Exercise description
A verbatim copy of all entries is the expected output.

[Stored data entries]
________________________
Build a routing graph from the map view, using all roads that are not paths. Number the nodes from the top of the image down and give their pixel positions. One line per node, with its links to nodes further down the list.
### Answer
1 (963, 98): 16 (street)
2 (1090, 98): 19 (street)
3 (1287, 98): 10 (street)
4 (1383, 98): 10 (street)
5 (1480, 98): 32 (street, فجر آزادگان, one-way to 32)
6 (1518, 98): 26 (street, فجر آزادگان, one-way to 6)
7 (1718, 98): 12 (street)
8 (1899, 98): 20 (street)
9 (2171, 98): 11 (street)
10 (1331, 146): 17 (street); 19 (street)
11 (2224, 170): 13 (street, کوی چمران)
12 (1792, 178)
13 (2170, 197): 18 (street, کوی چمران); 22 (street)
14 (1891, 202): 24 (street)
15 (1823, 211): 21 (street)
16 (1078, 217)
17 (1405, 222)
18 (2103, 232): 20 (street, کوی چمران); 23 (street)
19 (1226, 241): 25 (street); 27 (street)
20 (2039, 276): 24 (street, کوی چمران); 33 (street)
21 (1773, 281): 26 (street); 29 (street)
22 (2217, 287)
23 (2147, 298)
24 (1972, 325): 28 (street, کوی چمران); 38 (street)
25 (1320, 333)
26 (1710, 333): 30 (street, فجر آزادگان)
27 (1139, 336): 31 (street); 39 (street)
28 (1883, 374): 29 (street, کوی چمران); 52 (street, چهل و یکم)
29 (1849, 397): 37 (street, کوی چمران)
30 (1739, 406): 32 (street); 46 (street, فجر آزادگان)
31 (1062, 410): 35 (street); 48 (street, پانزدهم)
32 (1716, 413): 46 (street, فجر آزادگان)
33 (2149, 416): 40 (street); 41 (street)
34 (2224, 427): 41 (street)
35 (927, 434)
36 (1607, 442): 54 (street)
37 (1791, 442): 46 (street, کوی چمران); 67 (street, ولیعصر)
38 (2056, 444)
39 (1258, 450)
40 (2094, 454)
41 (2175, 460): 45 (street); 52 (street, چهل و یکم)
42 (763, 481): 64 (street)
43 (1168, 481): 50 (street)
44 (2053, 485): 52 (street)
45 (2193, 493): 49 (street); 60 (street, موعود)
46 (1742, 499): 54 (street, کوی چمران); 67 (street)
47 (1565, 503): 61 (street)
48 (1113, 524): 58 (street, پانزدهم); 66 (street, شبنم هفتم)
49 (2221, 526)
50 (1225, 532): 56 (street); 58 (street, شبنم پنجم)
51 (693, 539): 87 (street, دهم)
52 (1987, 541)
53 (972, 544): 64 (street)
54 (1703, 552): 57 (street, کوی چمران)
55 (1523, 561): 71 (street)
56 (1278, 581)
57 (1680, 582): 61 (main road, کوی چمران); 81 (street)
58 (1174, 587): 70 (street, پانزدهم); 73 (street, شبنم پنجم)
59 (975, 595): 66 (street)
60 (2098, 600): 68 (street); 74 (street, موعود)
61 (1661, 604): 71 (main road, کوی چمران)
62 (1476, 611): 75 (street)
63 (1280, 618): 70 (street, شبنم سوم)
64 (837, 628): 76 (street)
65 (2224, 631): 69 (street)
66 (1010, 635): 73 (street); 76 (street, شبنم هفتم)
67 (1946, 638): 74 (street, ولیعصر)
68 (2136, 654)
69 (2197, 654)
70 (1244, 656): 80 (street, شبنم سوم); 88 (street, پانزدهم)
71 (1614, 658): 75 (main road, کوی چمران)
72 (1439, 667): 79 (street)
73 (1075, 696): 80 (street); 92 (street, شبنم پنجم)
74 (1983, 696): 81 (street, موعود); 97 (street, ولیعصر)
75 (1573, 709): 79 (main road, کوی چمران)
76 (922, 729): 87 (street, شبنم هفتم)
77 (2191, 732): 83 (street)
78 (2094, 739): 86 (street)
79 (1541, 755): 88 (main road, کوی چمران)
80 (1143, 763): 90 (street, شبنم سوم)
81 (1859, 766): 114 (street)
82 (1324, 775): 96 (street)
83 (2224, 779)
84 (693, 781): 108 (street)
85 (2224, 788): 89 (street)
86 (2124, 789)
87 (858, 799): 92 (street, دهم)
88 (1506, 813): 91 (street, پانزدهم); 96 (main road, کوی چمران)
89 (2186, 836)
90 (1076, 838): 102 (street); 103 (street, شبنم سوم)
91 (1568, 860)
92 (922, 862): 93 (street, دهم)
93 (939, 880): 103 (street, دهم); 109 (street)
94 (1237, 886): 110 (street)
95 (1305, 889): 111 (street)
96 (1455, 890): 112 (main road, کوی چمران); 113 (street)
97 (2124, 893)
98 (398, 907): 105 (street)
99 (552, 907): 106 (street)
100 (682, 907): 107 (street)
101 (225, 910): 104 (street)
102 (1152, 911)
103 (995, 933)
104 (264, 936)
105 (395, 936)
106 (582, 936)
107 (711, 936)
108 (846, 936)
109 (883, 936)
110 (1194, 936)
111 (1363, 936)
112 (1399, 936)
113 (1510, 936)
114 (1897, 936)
________________________
Solved exercise
Build a routing graph from the map view, using all roads that are not paths. Number the nodes from the top of the image down and give their pixel positions. One line per node, with its links to nodes further down the list.
### Answer
1 (963, 98): 16 (street)
2 (1090, 98): 19 (street)
3 (1287, 98): 10 (street)
4 (1383, 98): 10 (street)
5 (1480, 98): 32 (street, فجر آزادگان, one-way to 32)
6 (1518, 98): 26 (street, فجر آزادگان, one-way to 6)
7 (1718, 98): 12 (street)
8 (1899, 98): 20 (street)
9 (2171, 98): 11 (street)
10 (1331, 146): 17 (street); 19 (street)
11 (2224, 170): 13 (street, کوی چمران)
12 (1792, 178)
13 (2170, 197): 18 (street, کوی چمران); 22 (street)
14 (1891, 202): 24 (street)
15 (1823, 211): 21 (street)
16 (1078, 217)
17 (1405, 222)
18 (2103, 232): 20 (street, کوی چمران); 23 (street)
19 (1226, 241): 25 (street); 27 (street)
20 (2039, 276): 24 (street, کوی چمران); 33 (street)
21 (1773, 281): 26 (street); 29 (street)
22 (2217, 287)
23 (2147, 298)
24 (1972, 325): 28 (street, کوی چمران); 38 (street)
25 (1320, 333)
26 (1710, 333): 30 (street, فجر آزادگان)
27 (1139, 336): 31 (street); 39 (street)
28 (1883, 374): 29 (street, کوی چمران); 52 (street, چهل و یکم)
29 (1849, 397): 37 (street, کوی چمران)
30 (1739, 406): 32 (street); 46 (street, فجر آزادگان)
31 (1062, 410): 35 (street); 48 (street, پانزدهم)
32 (1716, 413): 46 (street, فجر آزادگان)
33 (2149, 416): 40 (street); 41 (street)
34 (2224, 427): 41 (street)
35 (927, 434)
36 (1607, 442): 54 (street)
37 (1791, 442): 46 (street, کوی چمران); 67 (street, ولیعصر)
38 (2056, 444)
39 (1258, 450)
40 (2094, 454)
41 (2175, 460): 45 (street); 52 (street, چهل و یکم)
42 (763, 481): 64 (street)
43 (1168, 481): 50 (street)
44 (2053, 485): 52 (street)
45 (2193, 493): 49 (street); 60 (street, موعود)
46 (1742, 499): 54 (street, کوی چمران); 67 (street)
47 (1565, 503): 61 (street)
48 (1113, 524): 58 (street, پانزدهم); 66 (street, شبنم هفتم)
49 (2221, 526)
50 (1225, 532): 56 (street); 58 (street, شبنم پنجم)
51 (693, 539): 87 (street, دهم)
52 (1987, 541)
53 (972, 544): 64 (street)
54 (1703, 552): 57 (street, کوی چمران)
55 (1523, 561): 71 (street)
56 (1278, 581)
57 (1680, 582): 61 (main road, کوی چمران); 81 (street)
58 (1174, 587): 70 (street, پانزدهم); 73 (street, شبنم پنجم)
59 (975, 595): 66 (street)
60 (2098, 600): 68 (street); 74 (street, موعود)
61 (1661, 604): 71 (main road, کوی چمران)
62 (1476, 611): 75 (street)
63 (1280, 618): 70 (street, شبنم سوم)
64 (837, 628): 76 (street)
65 (2224, 631): 69 (street)
66 (1010, 635): 73 (street); 76 (street, شبنم هفتم)
67 (1946, 638): 74 (street, ولیعصر)
68 (2136, 654)
69 (2197, 654)
70 (1244, 656): 80 (street, شبنم سوم); 88 (street, پانزدهم)
71 (1614, 658): 75 (main road, کوی چمران)
72 (1439, 667): 79 (street)
73 (1075, 696): 80 (street); 92 (street, شبنم پنجم)
74 (1983, 696): 81 (street, موعود); 97 (street, ولیعصر)
75 (1573, 709): 79 (main road, کوی چمران)
76 (922, 729): 87 (street, شبنم هفتم)
77 (2191, 732): 83 (street)
78 (2094, 739): 86 (street)
79 (1541, 755): 88 (main road, کوی چمران)
80 (1143, 763): 90 (street, شبنم سوم)
81 (1859, 766): 114 (street)
82 (1324, 775): 96 (street)
83 (2224, 779)
84 (693, 781): 108 (street)
85 (2224, 788): 89 (street)
86 (2124, 789)
87 (858, 799): 92 (street, دهم)
88 (1506, 813): 91 (street, پانزدهم); 96 (main road, کوی چمران)
89 (2186, 836)
90 (1076, 838): 102 (street); 103 (street, شبنم سوم)
91 (1568, 860)
92 (922, 862): 93 (street, دهم)
93 (939, 880): 103 (street, دهم); 109 (street)
94 (1237, 886): 110 (street)
95 (1305, 889): 111 (street)
96 (1455, 890): 112 (main road, کوی چمران); 113 (street)
97 (2124, 893)
98 (398, 907): 105 (street)
99 (552, 907): 106 (street)
100 (682, 907): 107 (street)
101 (225, 910): 104 (street)
102 (1152, 911)
103 (995, 933)
104 (264, 936)
105 (395, 936)
106 (582, 936)
107 (711, 936)
108 (846, 936)
109 (883, 936)
110 (1194, 936)
111 (1363, 936)
112 (1399, 936)
113 (1510, 936)
114 (1897, 936)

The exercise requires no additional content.